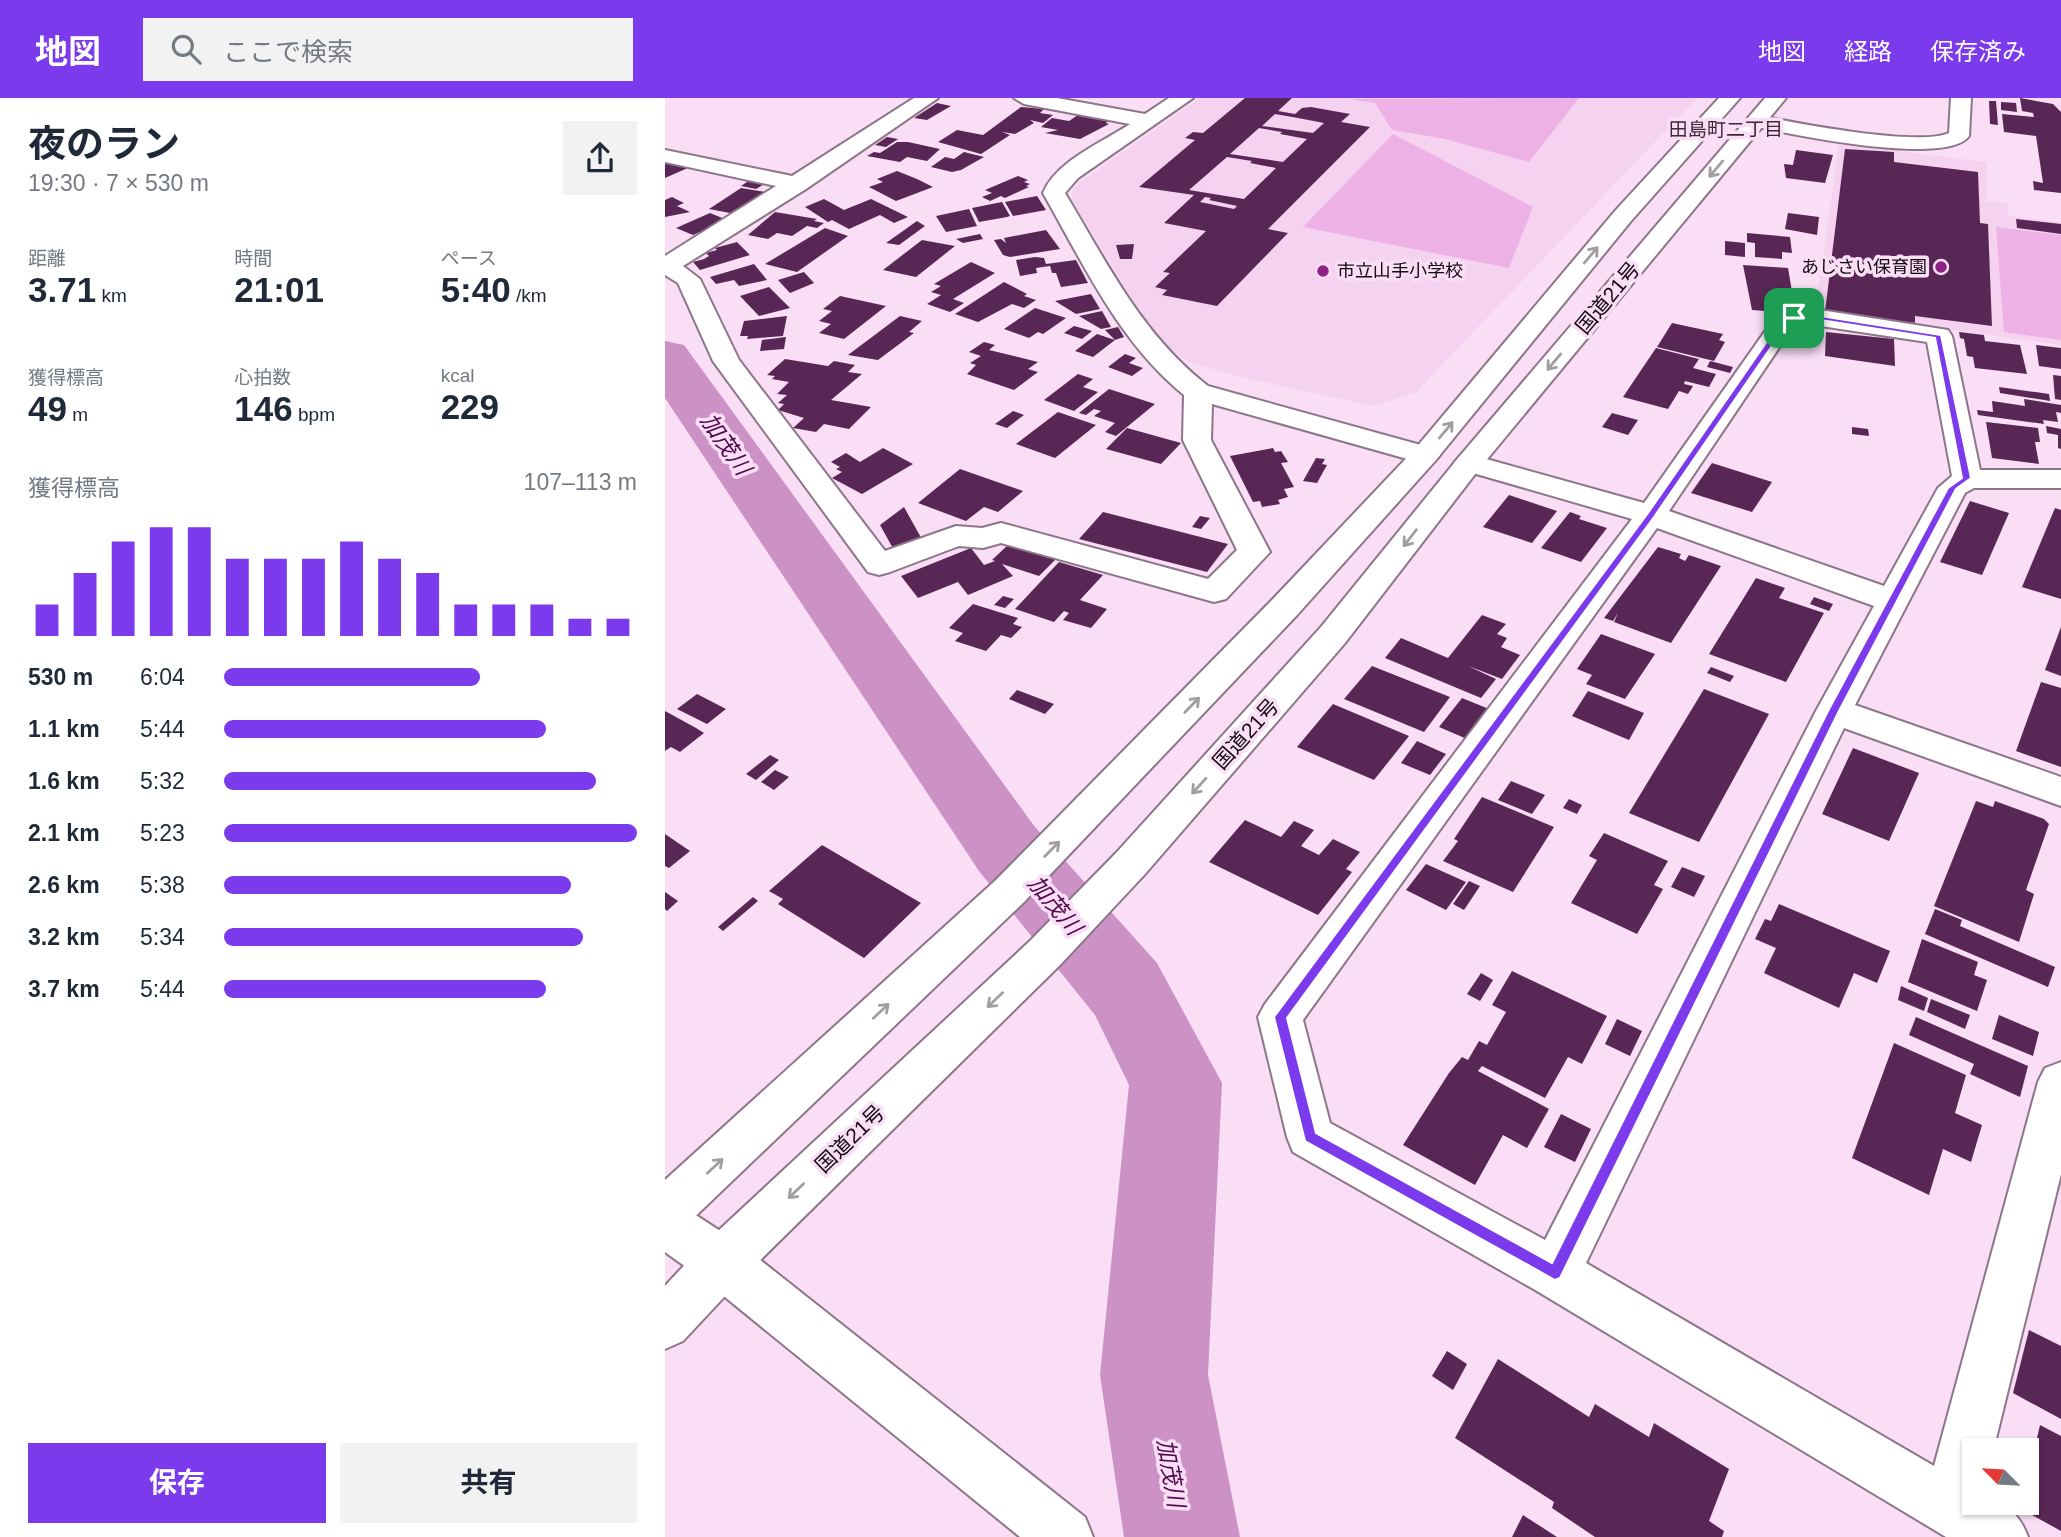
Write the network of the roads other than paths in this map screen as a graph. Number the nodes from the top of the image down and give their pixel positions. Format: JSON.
{"nodes":[{"id":1,"x":927,"y":98,"type":"edge"},
{"id":2,"x":1024,"y":98,"type":"edge"},
{"id":3,"x":1183,"y":98,"type":"edge"},
{"id":4,"x":1730,"y":98,"type":"edge"},
{"id":5,"x":1776,"y":98,"type":"edge"},
{"id":6,"x":1961,"y":98,"type":"edge"},
{"id":7,"x":1150,"y":121,"type":"junction"},
{"id":8,"x":1757,"y":121,"type":"junction"},
{"id":9,"x":665,"y":156,"type":"edge"},
{"id":10,"x":799,"y":184,"type":"junction"},
{"id":11,"x":665,"y":267,"type":"edge"},
{"id":12,"x":1198,"y":392,"type":"junction"},
{"id":13,"x":1425,"y":455,"type":"junction"},
{"id":14,"x":1469,"y":463,"type":"junction"},
{"id":15,"x":1967,"y":478,"type":"junction"},
{"id":16,"x":2061,"y":479,"type":"edge"},
{"id":17,"x":1651,"y":515,"type":"junction"},
{"id":18,"x":1893,"y":601,"type":"junction"},
{"id":19,"x":1833,"y":711,"type":"junction"},
{"id":20,"x":2061,"y":792,"type":"edge"},
{"id":21,"x":2061,"y":1082,"type":"edge"},
{"id":22,"x":665,"y":1212,"type":"edge"},
{"id":23,"x":665,"y":1223,"type":"edge"},
{"id":24,"x":722,"y":1262,"type":"junction"},
{"id":25,"x":1555,"y":1273,"type":"junction"},
{"id":26,"x":665,"y":1323,"type":"edge"},
{"id":27,"x":1951,"y":1507,"type":"junction"},
{"id":28,"x":1065,"y":1537,"type":"edge"},
{"id":29,"x":2000,"y":1537,"type":"edge"}],
"edges":[{"from":1,"to":10,"type":"main road"},
{"from":2,"to":7,"type":"main road"},
{"from":3,"to":7,"type":"main road"},
{"from":13,"to":4,"type":"main road","name":"国道21号","one_way":true},
{"from":5,"to":8,"type":"main road","name":"国道21号"},
{"from":6,"to":8,"type":"main road"},
{"from":7,"to":12,"type":"main road"},
{"from":8,"to":14,"type":"main road","name":"国道21号","one_way":true},
{"from":9,"to":10,"type":"main road"},
{"from":10,"to":11,"type":"main road"},
{"from":11,"to":12,"type":"main road"},
{"from":12,"to":13,"type":"main road"},
{"from":22,"to":13,"type":"main road","name":"国道21号","one_way":true},
{"from":14,"to":17,"type":"main road"},
{"from":14,"to":24,"type":"main road","name":"国道21号","one_way":true},
{"from":15,"to":16,"type":"main road"},
{"from":15,"to":17,"type":"main road"},
{"from":15,"to":18,"type":"main road"},
{"from":17,"to":18,"type":"main road"},
{"from":17,"to":25,"type":"main road"},
{"from":18,"to":19,"type":"main road"},
{"from":19,"to":20,"type":"main road"},
{"from":19,"to":25,"type":"main road"},
{"from":21,"to":27,"type":"main road"},
{"from":23,"to":24,"type":"main road"},
{"from":24,"to":26,"type":"main road","name":"国道21号"},
{"from":24,"to":28,"type":"main road"},
{"from":25,"to":27,"type":"main road"},
{"from":27,"to":29,"type":"main road"}]}
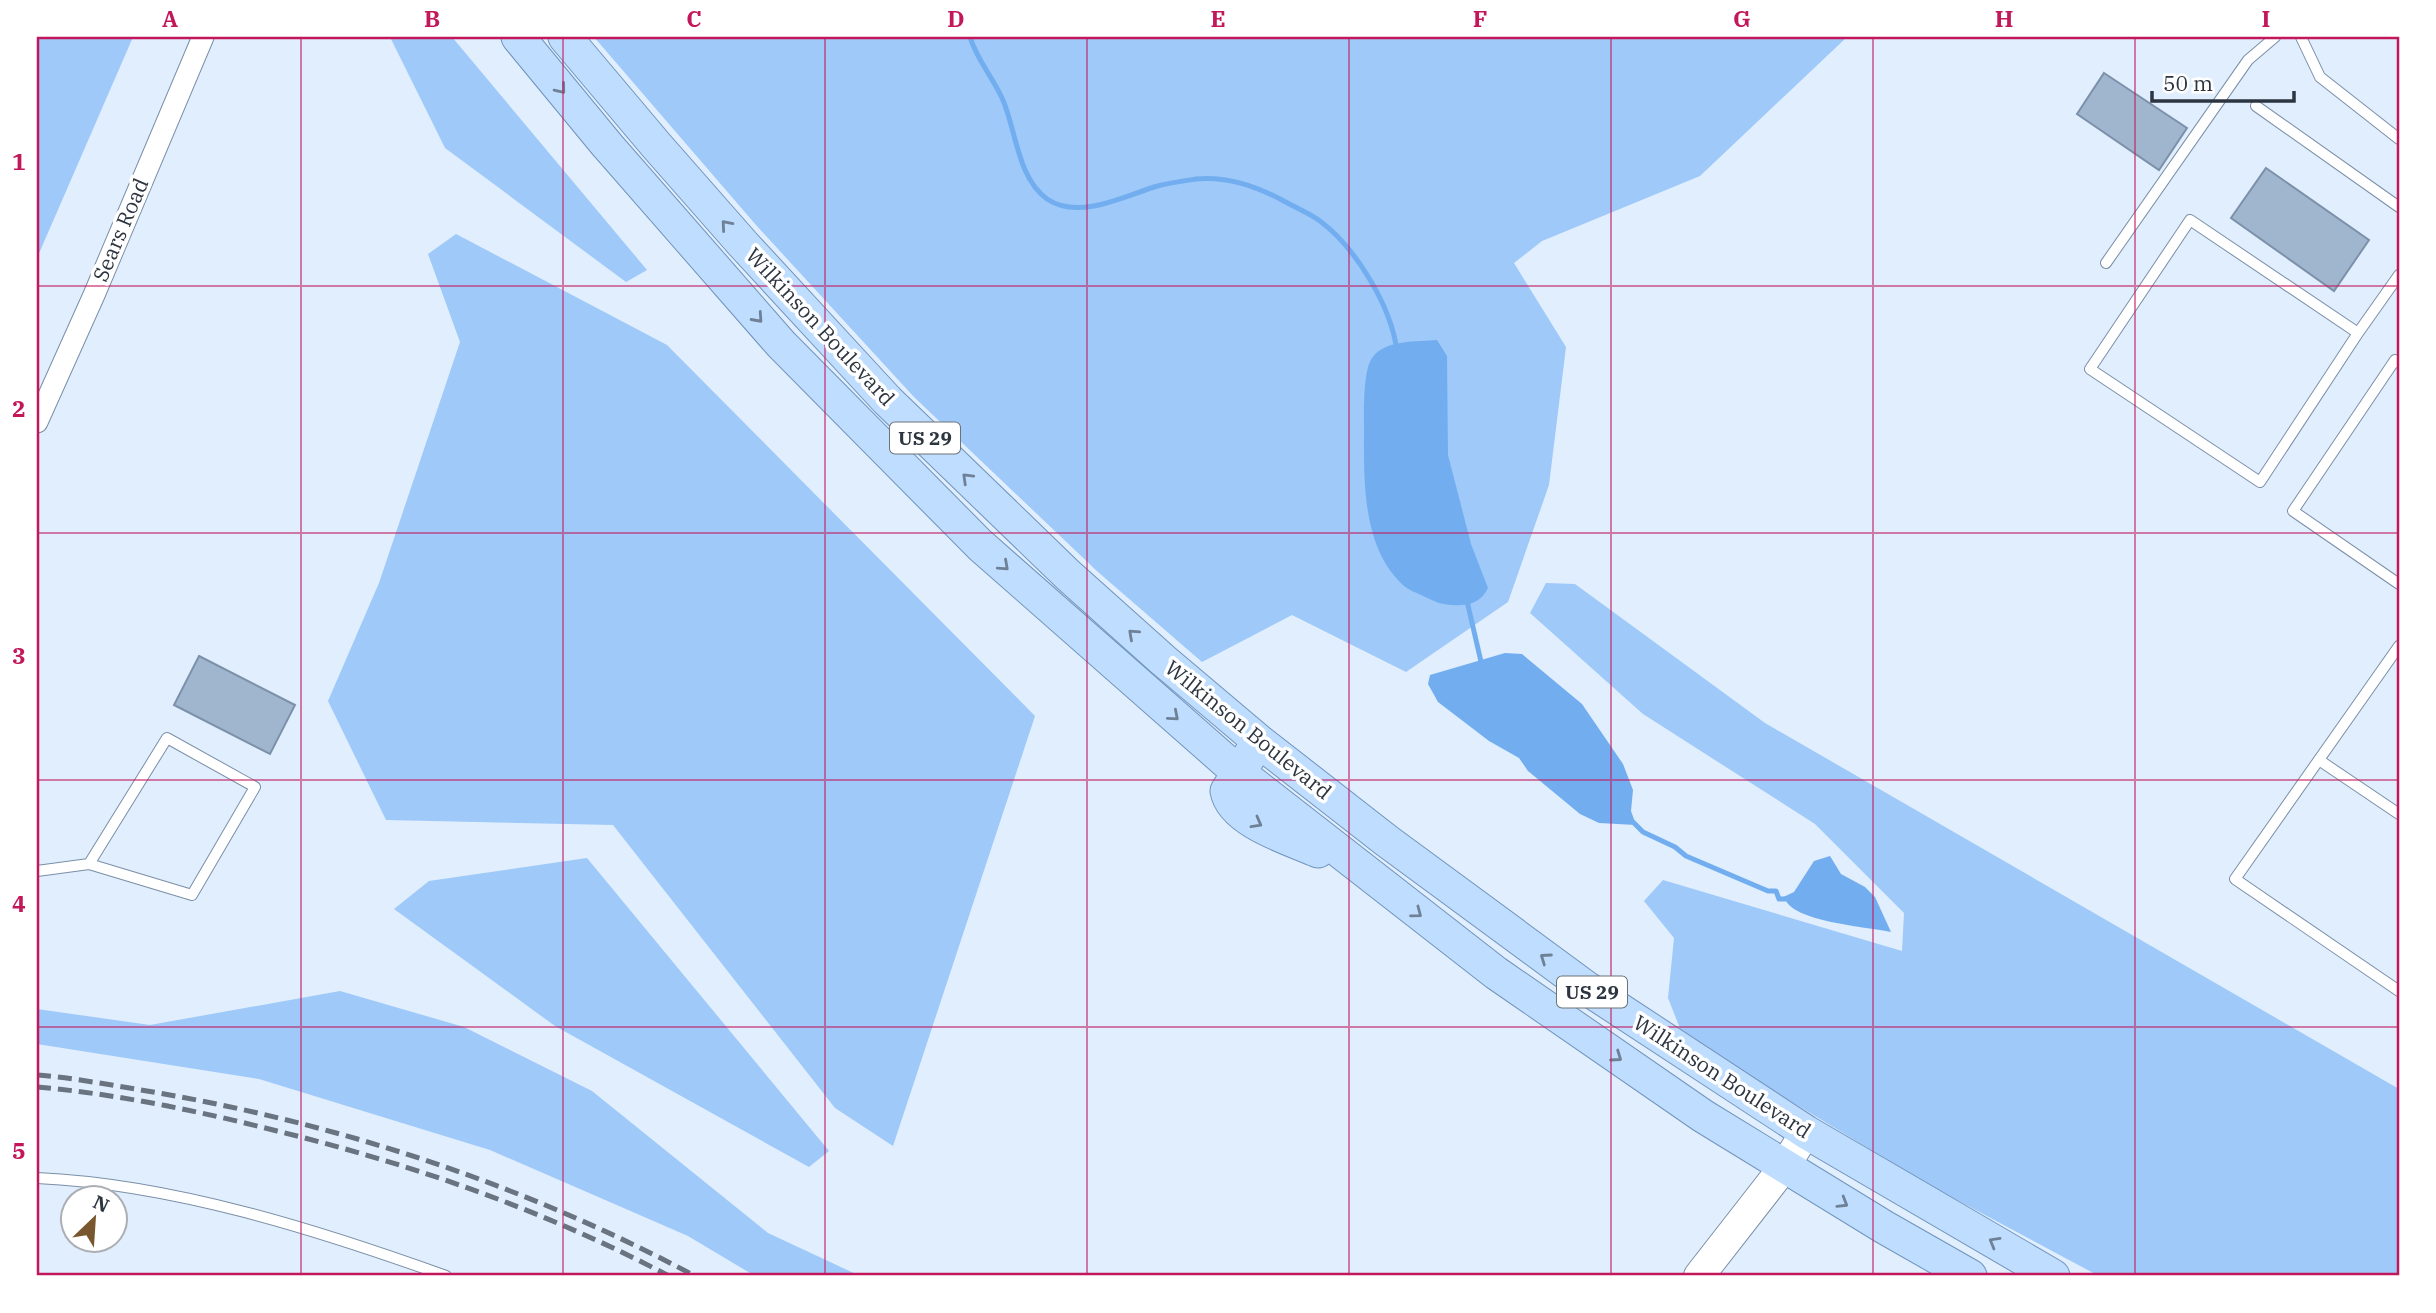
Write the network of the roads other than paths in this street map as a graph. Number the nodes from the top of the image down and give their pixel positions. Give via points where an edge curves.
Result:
1 (202, 37) edge
2 (518, 37) edge
3 (565, 37) edge
4 (2275, 37) edge
5 (2301, 37) edge
6 (2256, 106) dead end
7 (2399, 139) edge
8 (2399, 207) edge
9 (2106, 263) dead end
10 (2399, 275) edge
11 (2358, 333) junction
12 (2399, 363) edge
13 (37, 422) edge
14 (2399, 584) edge
15 (2399, 646) edge
16 (1260, 742) junction
17 (2319, 761) junction
18 (1238, 772) junction
19 (2399, 814) edge
20 (89, 864) junction
21 (37, 872) edge
22 (2399, 991) edge
23 (1806, 1132) junction
24 (1784, 1167) junction
25 (37, 1178) edge
26 (446, 1276) edge
27 (1699, 1276) edge
28 (1970, 1276) edge
29 (2053, 1276) edge

1 - 13 street, Sears Road
2 -> 18 main road, Wilkinson Boulevard / US 29 via 781,344 980,544
16 -> 3 main road, Wilkinson Boulevard / US 29 via 1068,575 887,400 708,205
4 - 9 lane via 2248,60
5 - 7 lane via 2320,77
6 - 8 lane
10 - 11 lane
11 - 11 lane via 2190,220 2090,369 2260,482
12 - 14 lane via 2395,360 2292,512
15 - 17 lane
16 - 18 main road
23 -> 16 main road, Wilkinson Boulevard / US 29 via 1520,941
17 - 19 lane
17 - 22 lane via 2235,879
18 -> 24 main road, Wilkinson Boulevard / US 29 via 1227,791 1236,810 1257,824 1363,871 1496,973
20 - 20 lane via 167,738 255,787 192,895
20 - 21 lane
23 - 24 street
29 -> 23 main road, Wilkinson Boulevard / US 29
24 - 27 street
24 -> 28 main road, Wilkinson Boulevard / US 29
25 - 26 lane via 159,1193 263,1217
● ● ● ● ● ● ●
**Brief**
Without the images, output all the entries exactly as they stand.

**Task response**
Write the network of the roads other than paths in this map screen as a graph. Number the nodes from the top of the image down and give their pixel positions. Format: JSON.
{"nodes":[{"id":1,"x":927,"y":98,"type":"edge"},
{"id":2,"x":1024,"y":98,"type":"edge"},
{"id":3,"x":1183,"y":98,"type":"edge"},
{"id":4,"x":1730,"y":98,"type":"edge"},
{"id":5,"x":1776,"y":98,"type":"edge"},
{"id":6,"x":1961,"y":98,"type":"edge"},
{"id":7,"x":1150,"y":121,"type":"junction"},
{"id":8,"x":1757,"y":121,"type":"junction"},
{"id":9,"x":665,"y":156,"type":"edge"},
{"id":10,"x":799,"y":184,"type":"junction"},
{"id":11,"x":665,"y":267,"type":"edge"},
{"id":12,"x":1198,"y":392,"type":"junction"},
{"id":13,"x":1425,"y":455,"type":"junction"},
{"id":14,"x":1469,"y":463,"type":"junction"},
{"id":15,"x":1967,"y":478,"type":"junction"},
{"id":16,"x":2061,"y":479,"type":"edge"},
{"id":17,"x":1651,"y":515,"type":"junction"},
{"id":18,"x":1893,"y":601,"type":"junction"},
{"id":19,"x":1833,"y":711,"type":"junction"},
{"id":20,"x":2061,"y":792,"type":"edge"},
{"id":21,"x":2061,"y":1082,"type":"edge"},
{"id":22,"x":665,"y":1212,"type":"edge"},
{"id":23,"x":665,"y":1223,"type":"edge"},
{"id":24,"x":722,"y":1262,"type":"junction"},
{"id":25,"x":1555,"y":1273,"type":"junction"},
{"id":26,"x":665,"y":1323,"type":"edge"},
{"id":27,"x":1951,"y":1507,"type":"junction"},
{"id":28,"x":1065,"y":1537,"type":"edge"},
{"id":29,"x":2000,"y":1537,"type":"edge"}],
"edges":[{"from":1,"to":10,"type":"main road"},
{"from":2,"to":7,"type":"main road"},
{"from":3,"to":7,"type":"main road"},
{"from":13,"to":4,"type":"main road","name":"国道21号","one_way":true},
{"from":5,"to":8,"type":"main road","name":"国道21号"},
{"from":6,"to":8,"type":"main road"},
{"from":7,"to":12,"type":"main road"},
{"from":8,"to":14,"type":"main road","name":"国道21号","one_way":true},
{"from":9,"to":10,"type":"main road"},
{"from":10,"to":11,"type":"main road"},
{"from":11,"to":12,"type":"main road"},
{"from":12,"to":13,"type":"main road"},
{"from":22,"to":13,"type":"main road","name":"国道21号","one_way":true},
{"from":14,"to":17,"type":"main road"},
{"from":14,"to":24,"type":"main road","name":"国道21号","one_way":true},
{"from":15,"to":16,"type":"main road"},
{"from":15,"to":17,"type":"main road"},
{"from":15,"to":18,"type":"main road"},
{"from":17,"to":18,"type":"main road"},
{"from":17,"to":25,"type":"main road"},
{"from":18,"to":19,"type":"main road"},
{"from":19,"to":20,"type":"main road"},
{"from":19,"to":25,"type":"main road"},
{"from":21,"to":27,"type":"main road"},
{"from":23,"to":24,"type":"main road"},
{"from":24,"to":26,"type":"main road","name":"国道21号"},
{"from":24,"to":28,"type":"main road"},
{"from":25,"to":27,"type":"main road"},
{"from":27,"to":29,"type":"main road"}]}
Write the network of the roads other than paths in this street map as a graph. Number the nodes from the top of the image down and give their pixel positions. Give via points where an edge curves.
Result:
1 (202, 37) edge
2 (518, 37) edge
3 (565, 37) edge
4 (2275, 37) edge
5 (2301, 37) edge
6 (2256, 106) dead end
7 (2399, 139) edge
8 (2399, 207) edge
9 (2106, 263) dead end
10 (2399, 275) edge
11 (2358, 333) junction
12 (2399, 363) edge
13 (37, 422) edge
14 (2399, 584) edge
15 (2399, 646) edge
16 (1260, 742) junction
17 (2319, 761) junction
18 (1238, 772) junction
19 (2399, 814) edge
20 (89, 864) junction
21 (37, 872) edge
22 (2399, 991) edge
23 (1806, 1132) junction
24 (1784, 1167) junction
25 (37, 1178) edge
26 (446, 1276) edge
27 (1699, 1276) edge
28 (1970, 1276) edge
29 (2053, 1276) edge

1 - 13 street, Sears Road
2 -> 18 main road, Wilkinson Boulevard / US 29 via 781,344 980,544
16 -> 3 main road, Wilkinson Boulevard / US 29 via 1068,575 887,400 708,205
4 - 9 lane via 2248,60
5 - 7 lane via 2320,77
6 - 8 lane
10 - 11 lane
11 - 11 lane via 2190,220 2090,369 2260,482
12 - 14 lane via 2395,360 2292,512
15 - 17 lane
16 - 18 main road
23 -> 16 main road, Wilkinson Boulevard / US 29 via 1520,941
17 - 19 lane
17 - 22 lane via 2235,879
18 -> 24 main road, Wilkinson Boulevard / US 29 via 1227,791 1236,810 1257,824 1363,871 1496,973
20 - 20 lane via 167,738 255,787 192,895
20 - 21 lane
23 - 24 street
29 -> 23 main road, Wilkinson Boulevard / US 29
24 - 27 street
24 -> 28 main road, Wilkinson Boulevard / US 29
25 - 26 lane via 159,1193 263,1217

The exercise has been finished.